Paulson Fontaine Press
Paulson Fontaine Press is a printmaking studio, gallery, and publisher of contemporary fine art prints in Berkeley, California. Many of their publications are etchings. More than half of their published editions have been produced with minority or female artists. In a 2011 interview, Pam Paulson stated: "We plan projects with emerging, mid-career, and blue-chip artists. We keep a balance."
History
In 1993, Pam Paulson, who had previously worked at Crown Point Press, began conducting workshops in intaglio printmaking and producing editions with local artists from an 800 square-foot studio in Emeryville, California. In 1996, she and Renee Bott co-founded Paulson Press, moving to a larger studio space in Emeryville. Their first publications were Chris Brown's "Train Series" prints; these quickly sold out, providing capital for the business to begin extending invitations to artists from outside the Bay Area, starting with Radcliffe Bailey. In 1999, the press relocated to 9th Street in Berkeley, where they produced and exhibited prints by artists such as Brown and Deborah Oropallo. In 2009, they moved to their current location on 4th Street in Berkeley. In 2016, gallery director Rhea Fontaine became a partner and the press was renamed Paulson Fontaine Press. Fontaine is one of the first African-American women in history to publish fine art prints by contemporary artists.Prints from Paulson Fontaine Press are included in the collections of the Achenbach Foundation, the Anderson Collection, the Art Institute of Chicago, the Austin Museum of Art, Bank of America, the Berkeley Art Museum, the Birmingham Museum of Art, the Chazen Museum of Art, the Cleveland Museum of Art, the Crocker Art Museum, the De Saisset Museum, the Detroit Institute of Arts, Elgin Community College, Fidelity Investments, the de Young Museum, the Hallmark Collection, the High Museum of Art, the Hirshhorn Museum and Sculpture Garden, the Houston Museum of Fine Arts, JP Morgan Chase, the Kresge Art Museum, the Library of Congress, the Los Angeles County Museum of Art, the McNay Art Museum, the Morgan Guaranty Trust Company, the Museum of Modern Art in New York, the Nancy and Joachim Bechtle Private Collection, the National Gallery of Art, the New York Public Library Schomburg Center, the Palmer Museum of Art, the Polk Museum of Art, the Progressive Corporation, the Saint Louis Art Museum, the San Jose Museum of Art, the Studio Museum in Harlem, the Baltimore Museum of Art, the Tubman African American Museum, the U.S. Department of State, the University of Michigan, the Walker Art Center, the Whitney Museum of American Art.
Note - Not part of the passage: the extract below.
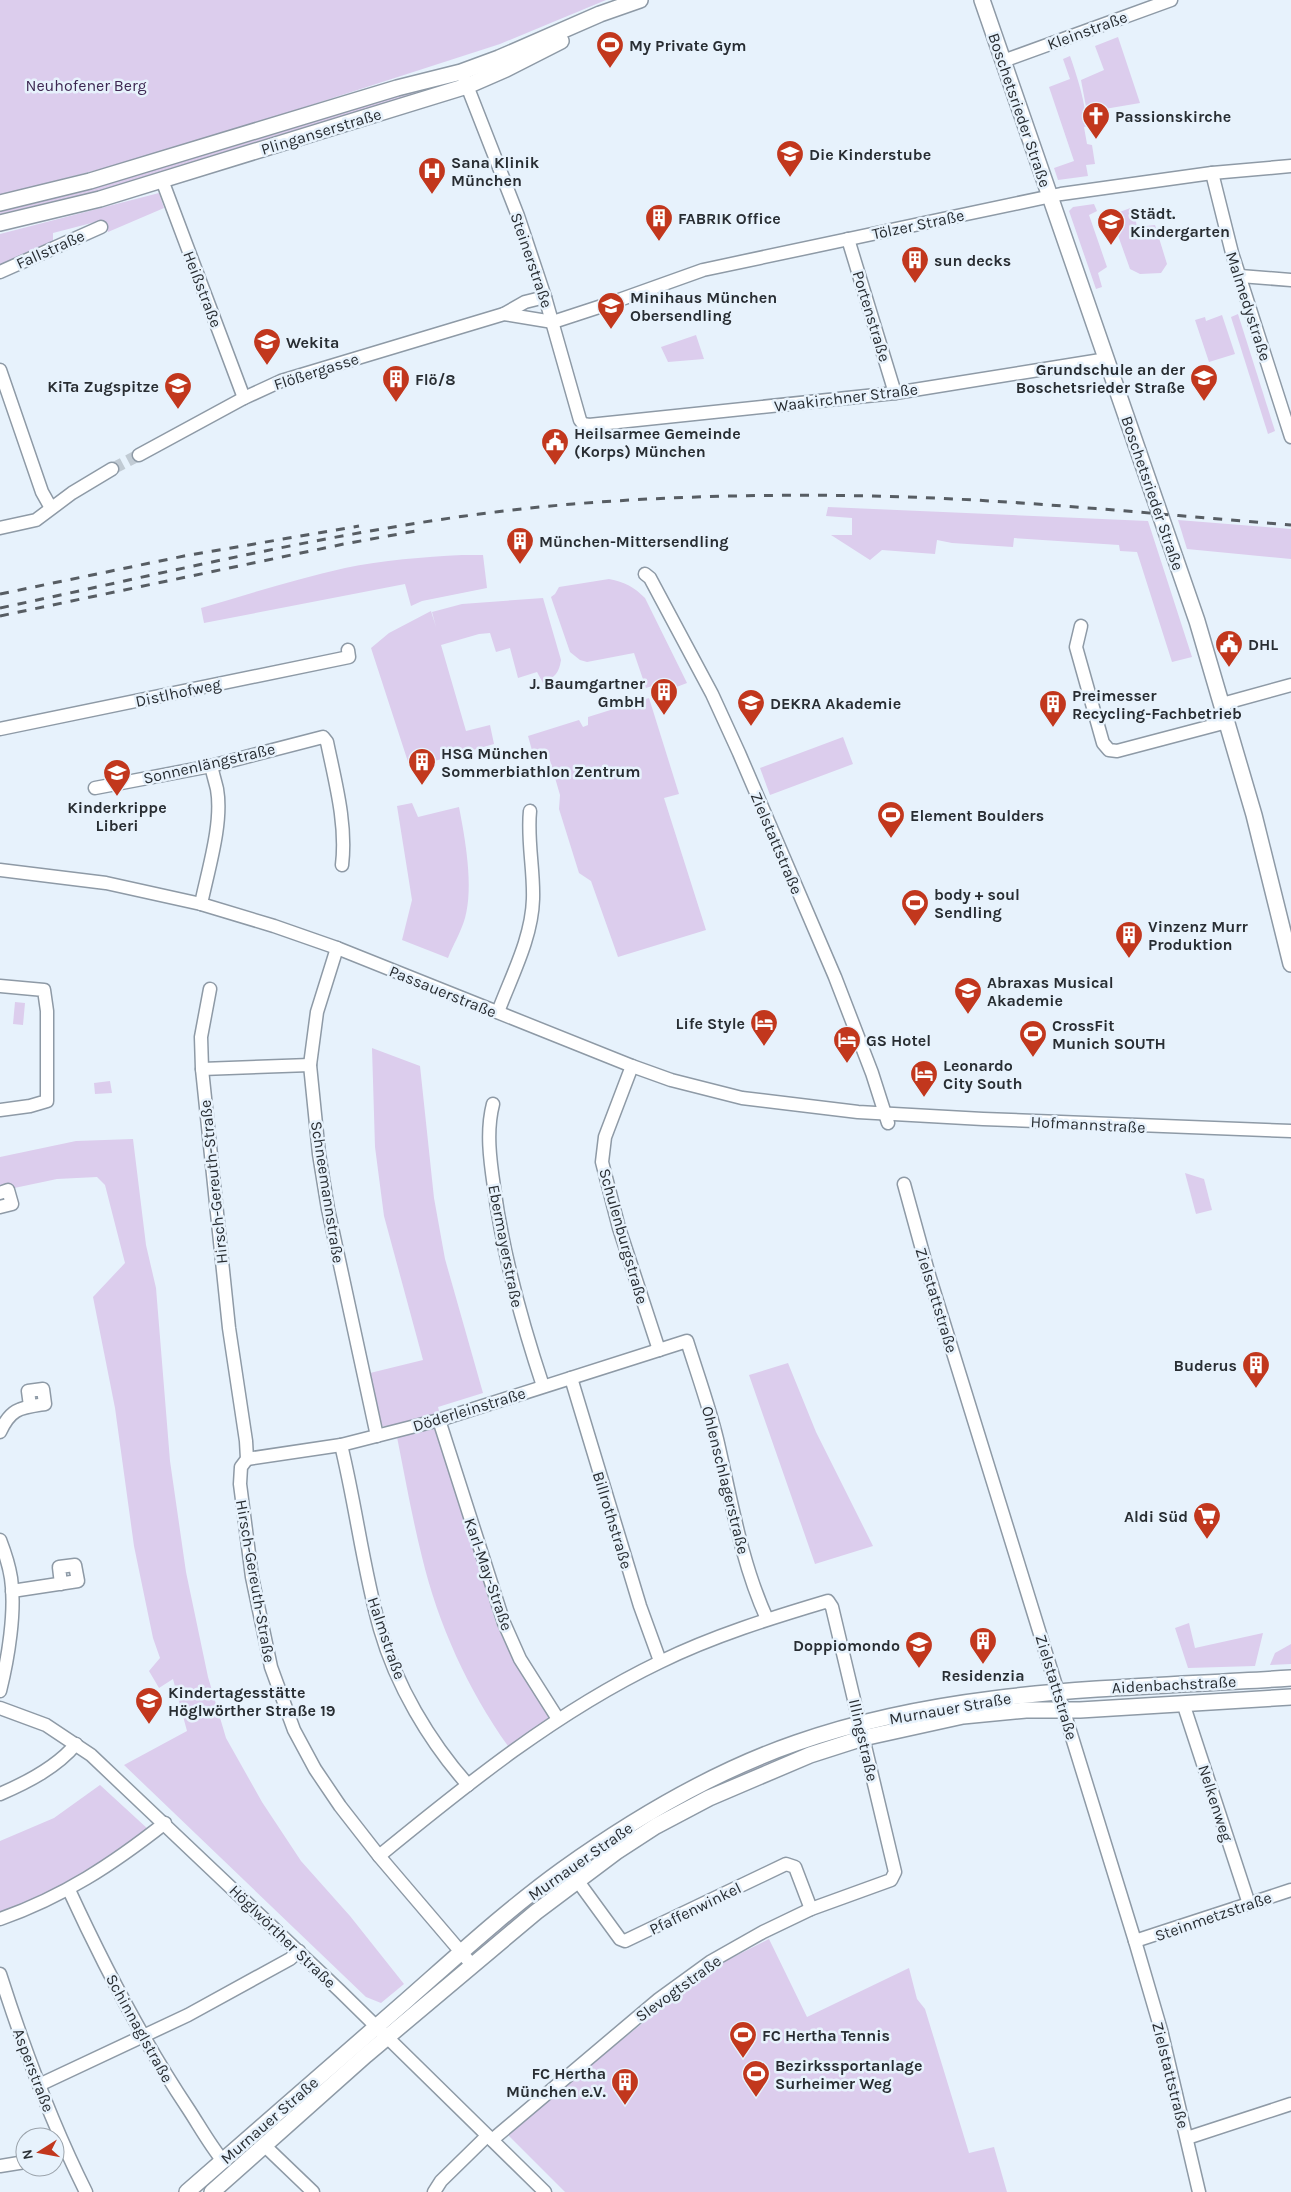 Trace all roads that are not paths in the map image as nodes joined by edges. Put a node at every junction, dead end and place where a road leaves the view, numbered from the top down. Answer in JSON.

In 2015, the press's entire archive was acquired by the Fine Arts Museums of San Francisco; the archive, comprising nearly 500 prints by more than forty artists, is held at the Achenbach Foundation for Graphic Arts.
In 2018, the Pennsylvania Academy of the Fine Arts announced that it would become the sole East Coast repository for prints by African American artists from Paulson Fontaine Press.